One of the most noticeable shifts this year was in audience demand. While deeply technical presentations still dominated the programme, talks exploring real-world DFIR and red team operations, particularly those sharing success-and-failure stories, drew unprecedented interest. This shift reflects DEFCON’s evolving demographic, with a marked increase in attendees from administrative, management, and executive roles, bringing a broader set of perspectives into the traditionally hacker-focused environment.

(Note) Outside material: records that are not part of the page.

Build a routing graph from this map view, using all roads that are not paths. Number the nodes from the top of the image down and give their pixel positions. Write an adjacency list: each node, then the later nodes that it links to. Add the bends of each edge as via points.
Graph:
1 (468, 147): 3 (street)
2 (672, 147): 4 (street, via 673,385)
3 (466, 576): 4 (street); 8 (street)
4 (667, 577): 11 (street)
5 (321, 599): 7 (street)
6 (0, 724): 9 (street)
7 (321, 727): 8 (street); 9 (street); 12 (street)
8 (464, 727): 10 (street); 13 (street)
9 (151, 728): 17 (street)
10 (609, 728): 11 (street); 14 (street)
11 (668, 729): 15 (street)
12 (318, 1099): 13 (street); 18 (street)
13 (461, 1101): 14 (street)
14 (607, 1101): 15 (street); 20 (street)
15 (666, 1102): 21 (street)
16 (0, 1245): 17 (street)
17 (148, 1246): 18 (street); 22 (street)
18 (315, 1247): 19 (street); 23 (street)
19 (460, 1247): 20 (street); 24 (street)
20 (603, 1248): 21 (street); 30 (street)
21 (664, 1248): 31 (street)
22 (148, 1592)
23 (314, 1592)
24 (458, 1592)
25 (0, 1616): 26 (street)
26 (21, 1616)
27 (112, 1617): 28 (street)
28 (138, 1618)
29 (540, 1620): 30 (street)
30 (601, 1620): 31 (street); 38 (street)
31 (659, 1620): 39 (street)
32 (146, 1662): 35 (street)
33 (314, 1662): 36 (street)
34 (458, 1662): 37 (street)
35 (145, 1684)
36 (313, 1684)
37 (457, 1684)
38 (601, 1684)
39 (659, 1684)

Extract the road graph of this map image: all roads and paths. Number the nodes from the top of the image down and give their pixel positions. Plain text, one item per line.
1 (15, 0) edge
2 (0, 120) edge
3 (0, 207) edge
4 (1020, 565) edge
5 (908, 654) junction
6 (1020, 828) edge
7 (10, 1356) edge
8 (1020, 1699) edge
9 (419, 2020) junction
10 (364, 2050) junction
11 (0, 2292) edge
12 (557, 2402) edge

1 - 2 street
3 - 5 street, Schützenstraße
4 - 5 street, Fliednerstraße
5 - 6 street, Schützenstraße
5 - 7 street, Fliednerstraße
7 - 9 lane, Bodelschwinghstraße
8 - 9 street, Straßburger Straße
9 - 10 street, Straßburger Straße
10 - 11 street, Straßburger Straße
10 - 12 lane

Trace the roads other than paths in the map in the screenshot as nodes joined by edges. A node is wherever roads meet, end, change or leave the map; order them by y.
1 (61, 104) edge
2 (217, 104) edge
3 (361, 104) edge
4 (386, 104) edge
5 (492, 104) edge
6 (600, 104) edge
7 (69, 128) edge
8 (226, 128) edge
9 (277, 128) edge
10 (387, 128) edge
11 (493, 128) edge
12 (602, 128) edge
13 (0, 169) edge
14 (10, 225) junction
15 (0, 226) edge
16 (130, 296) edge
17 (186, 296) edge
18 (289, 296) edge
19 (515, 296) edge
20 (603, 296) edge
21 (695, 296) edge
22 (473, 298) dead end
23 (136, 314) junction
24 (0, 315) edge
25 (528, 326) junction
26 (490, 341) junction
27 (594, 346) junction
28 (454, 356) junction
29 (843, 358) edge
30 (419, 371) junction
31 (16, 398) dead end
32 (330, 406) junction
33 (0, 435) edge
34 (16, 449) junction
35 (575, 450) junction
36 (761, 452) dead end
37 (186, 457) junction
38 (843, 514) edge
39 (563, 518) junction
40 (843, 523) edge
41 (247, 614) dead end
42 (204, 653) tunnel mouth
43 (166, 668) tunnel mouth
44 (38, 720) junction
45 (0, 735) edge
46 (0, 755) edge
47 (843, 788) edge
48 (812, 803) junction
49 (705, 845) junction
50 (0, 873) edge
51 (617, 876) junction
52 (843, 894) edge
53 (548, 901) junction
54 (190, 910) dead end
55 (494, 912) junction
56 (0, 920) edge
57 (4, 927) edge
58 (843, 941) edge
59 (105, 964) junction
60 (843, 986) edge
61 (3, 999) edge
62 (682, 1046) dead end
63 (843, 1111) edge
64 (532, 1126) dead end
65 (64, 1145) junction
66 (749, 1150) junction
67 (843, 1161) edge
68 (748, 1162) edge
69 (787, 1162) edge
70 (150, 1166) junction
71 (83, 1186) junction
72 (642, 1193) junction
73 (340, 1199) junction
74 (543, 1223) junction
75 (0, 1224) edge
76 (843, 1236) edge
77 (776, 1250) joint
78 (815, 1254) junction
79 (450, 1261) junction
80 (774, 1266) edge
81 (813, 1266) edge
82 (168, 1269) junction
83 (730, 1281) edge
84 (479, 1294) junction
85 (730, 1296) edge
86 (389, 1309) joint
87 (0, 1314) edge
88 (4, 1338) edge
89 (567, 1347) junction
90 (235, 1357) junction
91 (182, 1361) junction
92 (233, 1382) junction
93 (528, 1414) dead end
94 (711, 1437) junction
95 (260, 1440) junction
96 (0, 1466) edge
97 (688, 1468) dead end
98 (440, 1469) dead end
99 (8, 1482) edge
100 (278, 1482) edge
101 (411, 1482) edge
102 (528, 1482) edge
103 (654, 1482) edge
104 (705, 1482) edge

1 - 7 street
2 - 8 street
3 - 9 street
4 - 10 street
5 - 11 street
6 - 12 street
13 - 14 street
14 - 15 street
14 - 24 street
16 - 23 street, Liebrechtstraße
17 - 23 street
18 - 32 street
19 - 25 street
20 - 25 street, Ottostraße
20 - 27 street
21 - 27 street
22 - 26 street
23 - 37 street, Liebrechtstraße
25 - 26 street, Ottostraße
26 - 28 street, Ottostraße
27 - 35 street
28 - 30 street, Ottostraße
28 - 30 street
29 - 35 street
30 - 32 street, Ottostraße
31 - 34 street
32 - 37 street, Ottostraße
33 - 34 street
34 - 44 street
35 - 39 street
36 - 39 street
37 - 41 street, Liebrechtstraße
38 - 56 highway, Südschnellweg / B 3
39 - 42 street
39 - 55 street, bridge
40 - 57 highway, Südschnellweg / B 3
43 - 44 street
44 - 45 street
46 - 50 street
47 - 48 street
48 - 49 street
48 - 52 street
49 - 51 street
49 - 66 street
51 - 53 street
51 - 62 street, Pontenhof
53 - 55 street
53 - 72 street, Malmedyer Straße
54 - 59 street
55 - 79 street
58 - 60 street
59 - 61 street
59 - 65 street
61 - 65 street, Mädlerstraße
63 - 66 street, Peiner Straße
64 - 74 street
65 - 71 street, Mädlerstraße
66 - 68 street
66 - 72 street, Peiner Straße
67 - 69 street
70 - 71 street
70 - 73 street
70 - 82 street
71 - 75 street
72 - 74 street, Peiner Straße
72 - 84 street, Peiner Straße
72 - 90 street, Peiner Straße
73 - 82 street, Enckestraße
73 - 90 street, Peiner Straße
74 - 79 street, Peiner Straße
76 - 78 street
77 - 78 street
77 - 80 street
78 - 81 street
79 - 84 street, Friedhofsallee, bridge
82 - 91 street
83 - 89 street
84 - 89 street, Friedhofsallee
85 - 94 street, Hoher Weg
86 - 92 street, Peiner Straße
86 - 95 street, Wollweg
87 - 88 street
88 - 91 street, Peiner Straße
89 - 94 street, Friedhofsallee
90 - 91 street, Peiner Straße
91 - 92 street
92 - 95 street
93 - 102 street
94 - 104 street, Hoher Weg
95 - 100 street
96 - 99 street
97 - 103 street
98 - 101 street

Much like Black Hat, DEFCON was a showcase for the growing convergence of technical innovation and strategic risk. This included sessions on exploiting Machine Check Exceptions for cross-ring privilege escalation, bypassing SecureBoot with novel UEFI persistence techniques, and compromising ControlVault hardware helped demonstrate how firmware-level exploitation is becoming more accessible beyond APT actors.
In parallel, demonstrations on Synology NAS vulnerabilities, rapid malware analysis for macOS, and flaws in ZTPN architecture highlighted the continued fragility of widely deployed systems and the persistent gaps between marketed security claims and operational reality.
Beyond the scheduled events, DEFCON’s informal, community-driven atmosphere encourages a free flow of ideas between specialists in hardware, firmware, software, and policy. It certainly delivered on its theme of “Access Everywhere”.